Beni v Minister for Immigration and Border Protection [2018] FCAFC 228

Applicant: MUHAMMAD TAHA HUSSAIN HADI
First Respondent: MINISTER FOR IMMIGRATION, CITIZENSHIP, MIGRANT SERVICES & MULTICULTURAL AFFAIRS
Second Respondent: ADMINISTRATIVE APPEALS TRIBUNAL
File Number: ADG 352 of 2017
Judgment of: Judge Heffernan
Hearing date: 14 October 2019
Date of Last Submission: 14 October 2019
Delivered at: Adelaide
Delivered on: 14 October 2019

REPRESENTATION

The Applicant In person
Solicitors for the Respondents: Ms N Rostron for the Australian Government Solicitors

ORDERS

  1. The name of the first respondent be amended to read, ‘Minister for Immigration, Citizenship, Migrant Services and Multicultural Affairs’.

  2. That the application filed 30 August 2017 be dismissed.

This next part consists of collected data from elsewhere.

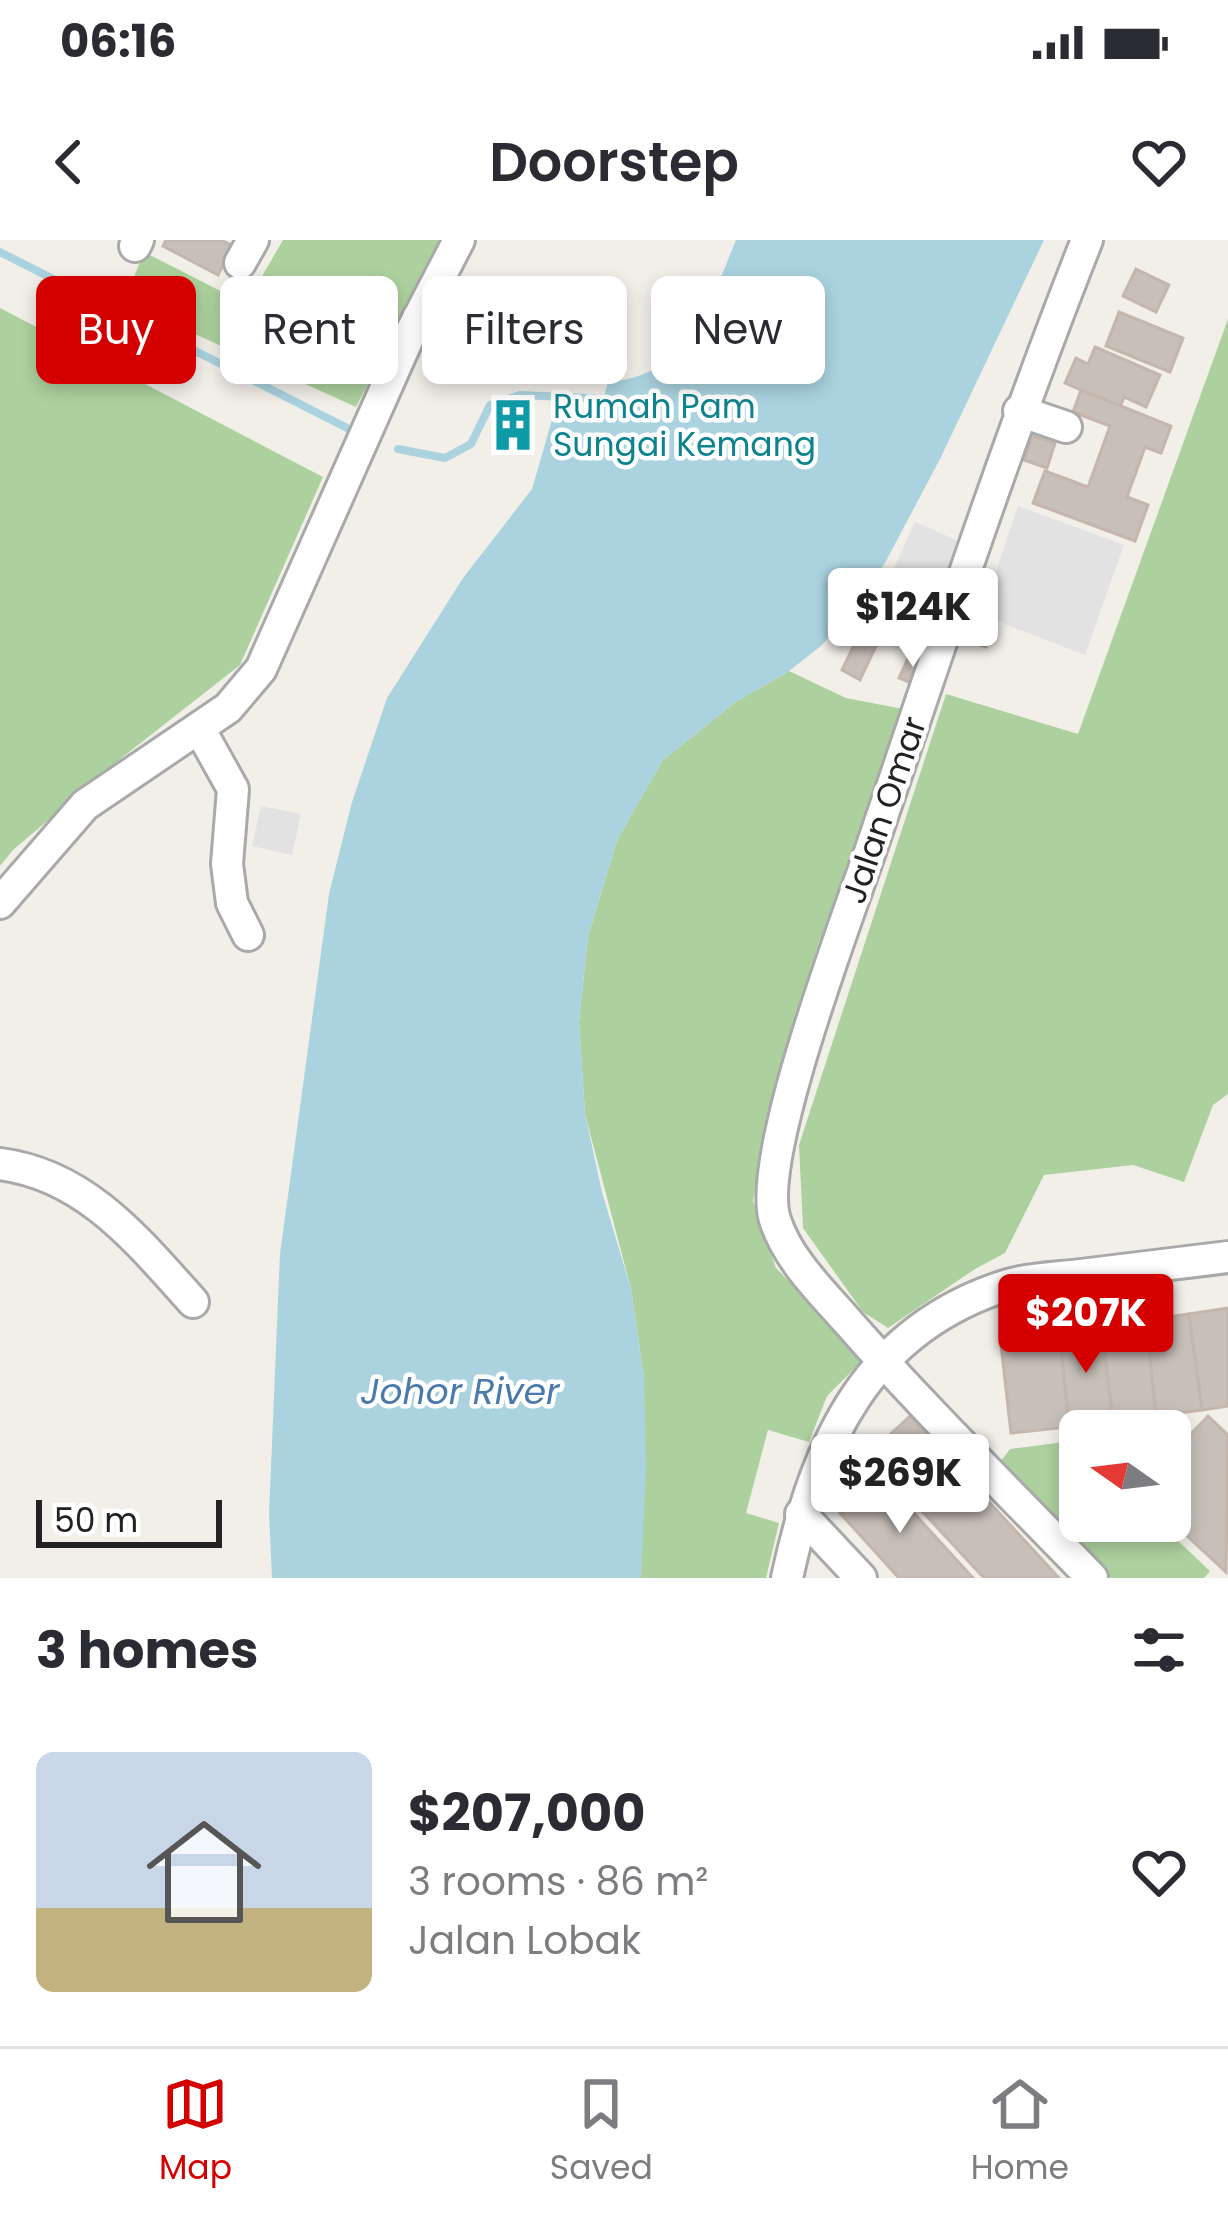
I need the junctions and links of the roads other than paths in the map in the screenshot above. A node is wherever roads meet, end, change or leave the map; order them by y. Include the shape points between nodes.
1 (459, 240) edge
2 (1087, 240) edge
3 (418, 318) junction
4 (422, 320) edge
5 (1019, 412) junction
6 (1066, 427) dead end
7 (199, 728) junction
8 (0, 903) edge
9 (248, 934) dead end
10 (0, 1164) edge
11 (1228, 1257) edge
12 (193, 1302) dead end
13 (883, 1361) junction
14 (801, 1514) junction
15 (788, 1578) edge
16 (861, 1578) edge
17 (1092, 1578) edge

1 - 3 street
2 - 5 street, Jalan Omar
3 - 4 street
3 - 7 street via 261,669
5 - 6 street
5 - 13 street, Jalan Omar via 817,1009 776,1155 771,1202 783,1239
7 - 8 street via 85,806
7 - 9 street via 233,789 227,864 232,902
10 - 12 street via 66,1183 123,1225
11 - 13 street via 1013,1284 956,1304
13 - 14 street via 835,1428
13 - 17 street, Jalan Omar
14 - 15 street
14 - 16 street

  3. The applicant do forthwith pay the first respondent’s costs fixed in the sum of SIX THOUSAND DOLLARS ($6,000).

FEDERAL CIRCUIT COURT
OF AUSTRALIA
AT ADELAIDE

ADG 352 of 2017

MUHAMMAD TAHA HUSSAIN HADI

Applicant

And

MINISTER FOR IMMIGRATION CITIZENSHIP, MIGRANT SERVICES & MULTICULTURAL AFFAIRS,

First Respondent

ADMINISTRATIVE APPEALS TRIBUNAL

Second Respondent

REASONS FOR JUDGMENT

(Reasons settled from transcript)

  1. This is an application for judicial review pursuant to s.476 of the Migration Act 1958 (Cth) against a decision of the Administrative Appeals Tribunal (‘the Tribunal’). That decision was one in which the Tribunal found that it did not have the requisite jurisdiction in order to entertain the applicant’s application for a merits review. The applicant seeks to challenge that decision.

  2. The applicant appeared before me today unrepresented and I took some time to explain the nature of judicial review to him.  He relies on three grounds which are essentially a single ground with some particularisation as follows:

    “1.I believe the decision made by Tribunal did not fairly take into consideration of my circumstances.

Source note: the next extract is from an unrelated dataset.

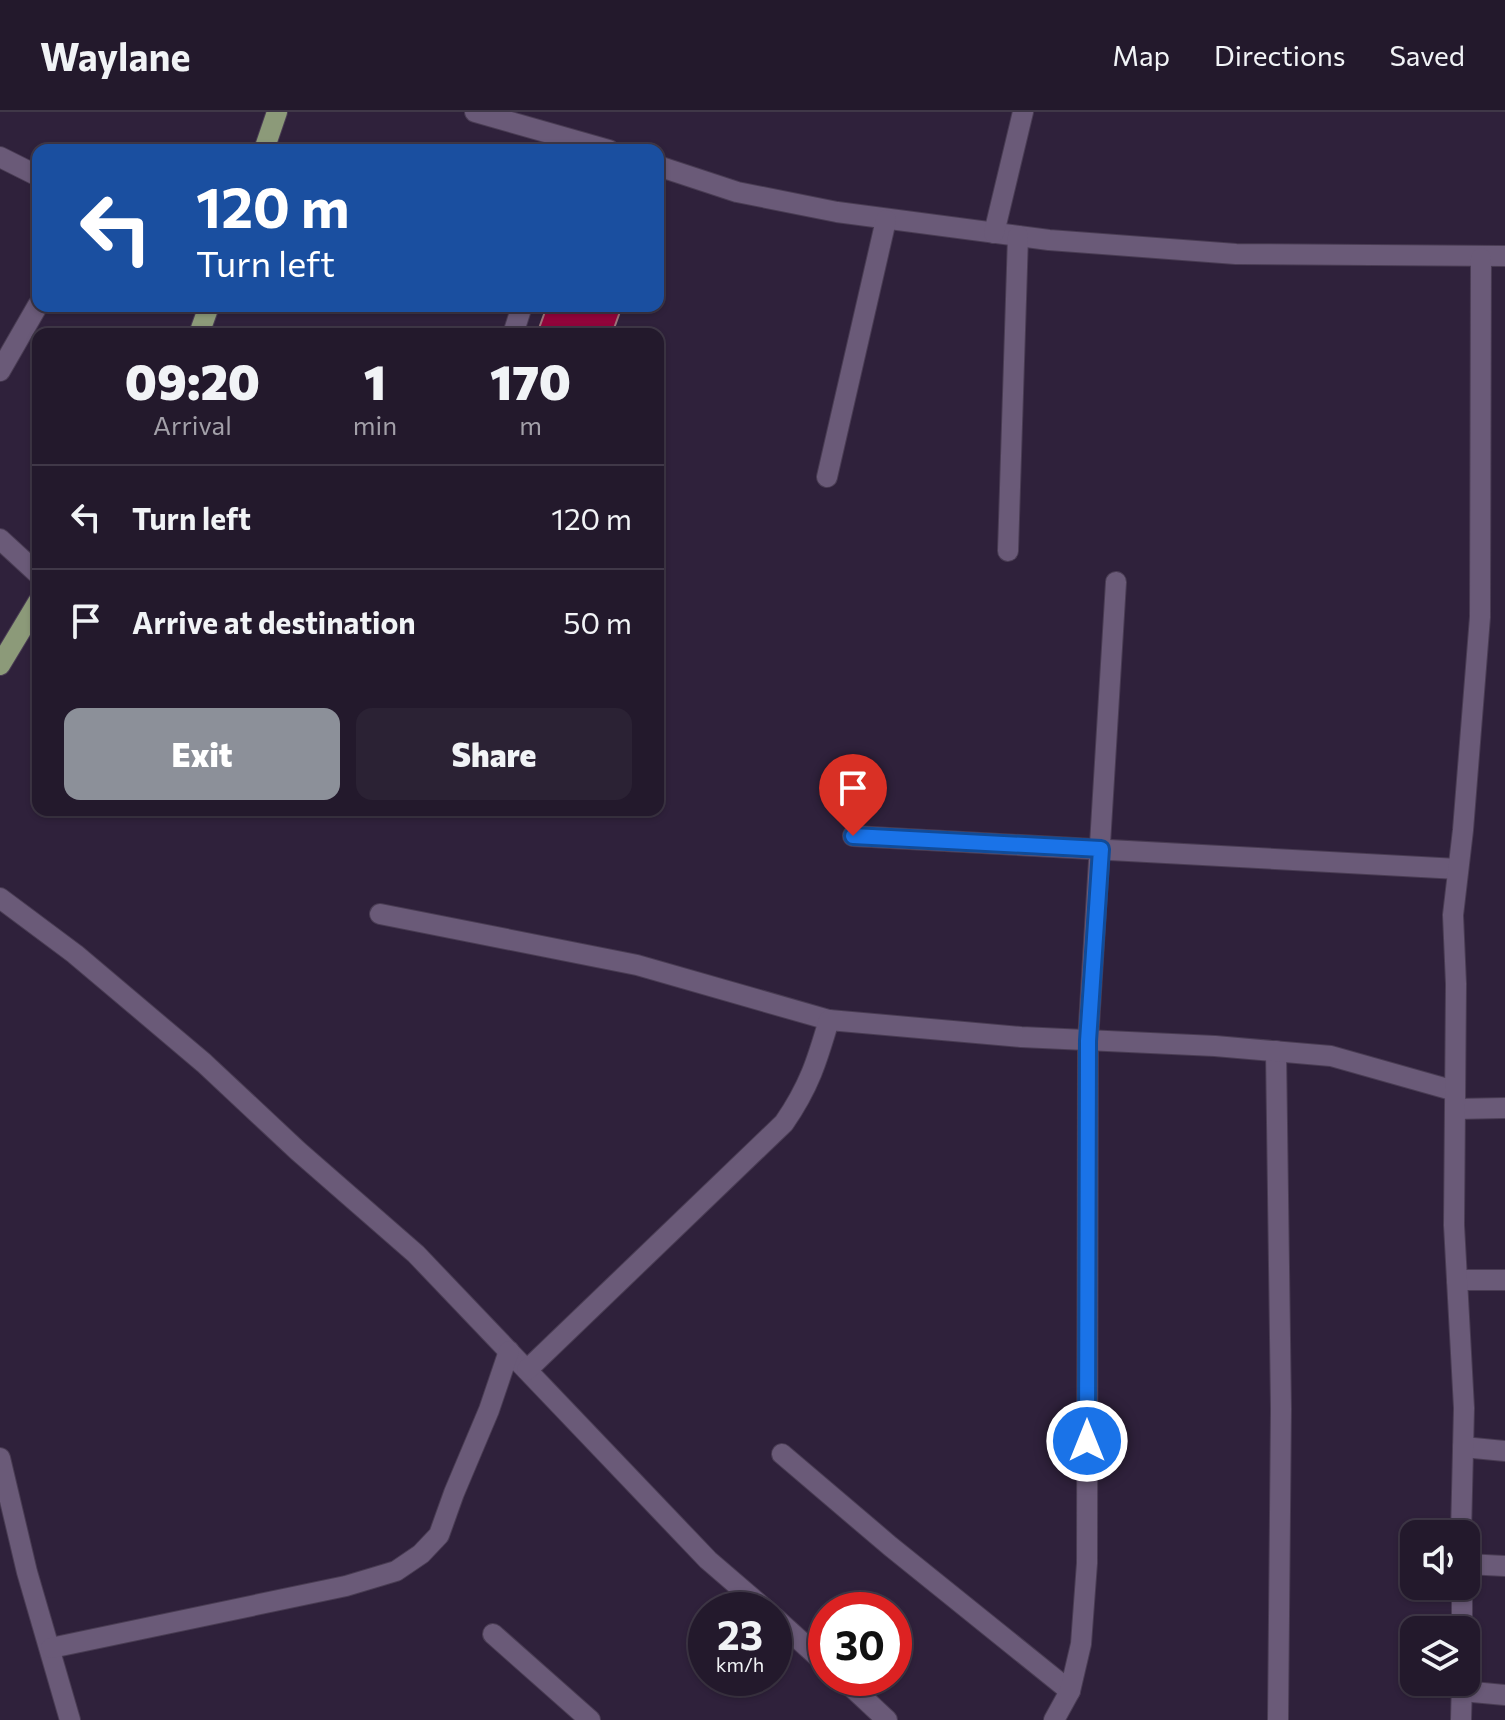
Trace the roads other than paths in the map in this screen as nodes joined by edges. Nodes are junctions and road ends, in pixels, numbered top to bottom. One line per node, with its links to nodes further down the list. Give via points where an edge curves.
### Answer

    2.Due to financial difficulties which were explained in detail to the AAT, I was unable to file my review application with the Administrative Appeals Tribunal within the 21 day period and was late by 2 days.

    3.My application for subclass 485 Temporary Graduate visa was refused by Immigration on the basis that my specified English test results were submitted after my Application was already filed.  I also explained the Tribunal that I was not aware of this rule and I had to file my application for subclass 485 visa as my student visa was about to expire as I had to travel back to Pakistan due to demise of my mother, and by the time I came back to Australia, I just had a few days validity on my student visa and that’s why I couldn’t sit for an specified English test before the visa application.”

    (Re-produced verbatim)

  3. The applicant relies on the materials in the Court Book, and his affidavit which was filed at the time of his application.  That affidavit essentially repeats the grounds of review and attaches a copy of the relevant decision but otherwise adds nothing to the substance of the application.

  4. The background circumstances of this matter are not in any significant dispute, and for that reason I shall summarise the chronology that has been helpfully provided by the first respondent in its written outline of submissions.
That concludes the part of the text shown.